The release of the Green Surgery Report marks a ground-breaking step towards a more sustainable and environmentally conscious approach to healthcare.

In the below blog, Dr James Phillips, Consultant in Obstetrics & Gynaecology at Nottingham University Hospitals NHS Trust explores the huge potential impact of the report.  

It is believed to be the world’s first detailed account of how to reduce the environmental impact of the entire surgical pathway. It will help to provide individuals and organisations with the information and evidence to make sustainable improvements to surgical care that will often also improve patient care and reduce financial costs. The report includes recommendations relevant to policy makers through to clinicians and patients, as well as case studies giving examples of real world change.

The report has a surgical focus and the advice will be most relevant to gynaecological and obstetric surgery, but those across the field of O&G will see the relevance to their practice. I hope that it will prompt further work to produce similar guidance for pregnancy and birth.  

What many people may not know is that operating theatres are resource intensive – a typical operation has the same carbon footprint as driving a petrol car from London to Aberdeen. The biggest contributors are anaesthetic gases; energy usage (heating, ventilation and air-conditioning); and equipment, particularly single-use products.

Some changes we can make are simple – do you need to wear a pair of gloves to move a patient onto a theatre table? Is the theatre ventilation system turned off out of hours?

Some changes are already happening – increasing use of remote consultations (reducing patient travel) and outpatient procedures where possible (these require less staff and outpatient rooms have a lower carbon footprint than energy intensive theatres).

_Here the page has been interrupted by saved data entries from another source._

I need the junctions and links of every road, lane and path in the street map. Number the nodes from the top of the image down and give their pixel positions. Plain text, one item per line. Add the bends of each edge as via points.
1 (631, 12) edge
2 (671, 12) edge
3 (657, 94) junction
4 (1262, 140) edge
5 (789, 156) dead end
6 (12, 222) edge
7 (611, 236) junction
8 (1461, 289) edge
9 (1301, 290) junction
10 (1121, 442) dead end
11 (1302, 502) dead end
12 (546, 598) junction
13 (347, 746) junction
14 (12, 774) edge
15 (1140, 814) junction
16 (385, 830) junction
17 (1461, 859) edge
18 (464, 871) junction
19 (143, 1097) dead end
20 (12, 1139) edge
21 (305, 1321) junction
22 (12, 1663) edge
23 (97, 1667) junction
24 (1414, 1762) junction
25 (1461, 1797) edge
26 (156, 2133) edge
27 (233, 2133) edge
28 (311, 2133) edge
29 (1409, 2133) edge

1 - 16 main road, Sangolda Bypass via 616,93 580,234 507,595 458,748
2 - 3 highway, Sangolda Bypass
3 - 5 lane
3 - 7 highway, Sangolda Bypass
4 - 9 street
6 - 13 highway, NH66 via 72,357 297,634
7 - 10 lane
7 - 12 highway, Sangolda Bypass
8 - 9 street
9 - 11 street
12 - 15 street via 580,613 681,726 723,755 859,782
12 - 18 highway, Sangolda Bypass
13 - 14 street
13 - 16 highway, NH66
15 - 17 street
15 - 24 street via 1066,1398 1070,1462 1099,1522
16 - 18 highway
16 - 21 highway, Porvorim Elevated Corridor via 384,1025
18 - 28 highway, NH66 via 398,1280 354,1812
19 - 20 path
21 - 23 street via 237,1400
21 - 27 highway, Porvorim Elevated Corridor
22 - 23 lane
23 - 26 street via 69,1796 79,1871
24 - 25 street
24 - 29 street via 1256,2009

Sometimes practice may need to revert to what was done before – such as reusable gowns and drapes, and reusable specula (1/4 to 1/3 of the carbon footprint of single use). Is an advanced bipolar device required to surgically manage an ectopic pregnancy? My urogynaecology colleagues may regard vaginal hysterectomy as the ultimate minimal access operation – it also has a quarter of the environmental impact of a laparoscopic hysterectomy.

Some require a bit of thought, such as engaging with Getting it Right First Time initiatives to reduce unwanted variation and unnecessary procedures. Switching from single use to reusable surgical devices reduces the carbon footprint by 1/3 to ½, which will often be higher quality and save money too. Where single use sets are used, we can work with suppliers to remove equipment that is never used.

Some are more contentious, such as the environmental impact of pain relief choices in labour. Nitrous oxide (in Entonox) lasts for 114 years and has 270 times the global warming potential of CO2. Scavenging systems have become widespread to protect healthcare workers, but the waste gas is released into the atmosphere as cracking technology is expensive. Do pregnant women want to weigh up this alongside all the other factors they may consider when making their choices?

We’re all busy, budgets are tight and we have many competing pressures, but this matters. Hopefully you will feel empowered by the Green Surgery Report and look to find out more. There are actions we can all take, and some are quite straightforward. You could consider getting in touch with your Trust green plan team, as they are often struggling for clinician engagement.  The Centre for Sustainable Healthcare also provides resources, runs courses and facilitates networks for the sharing of knowledge.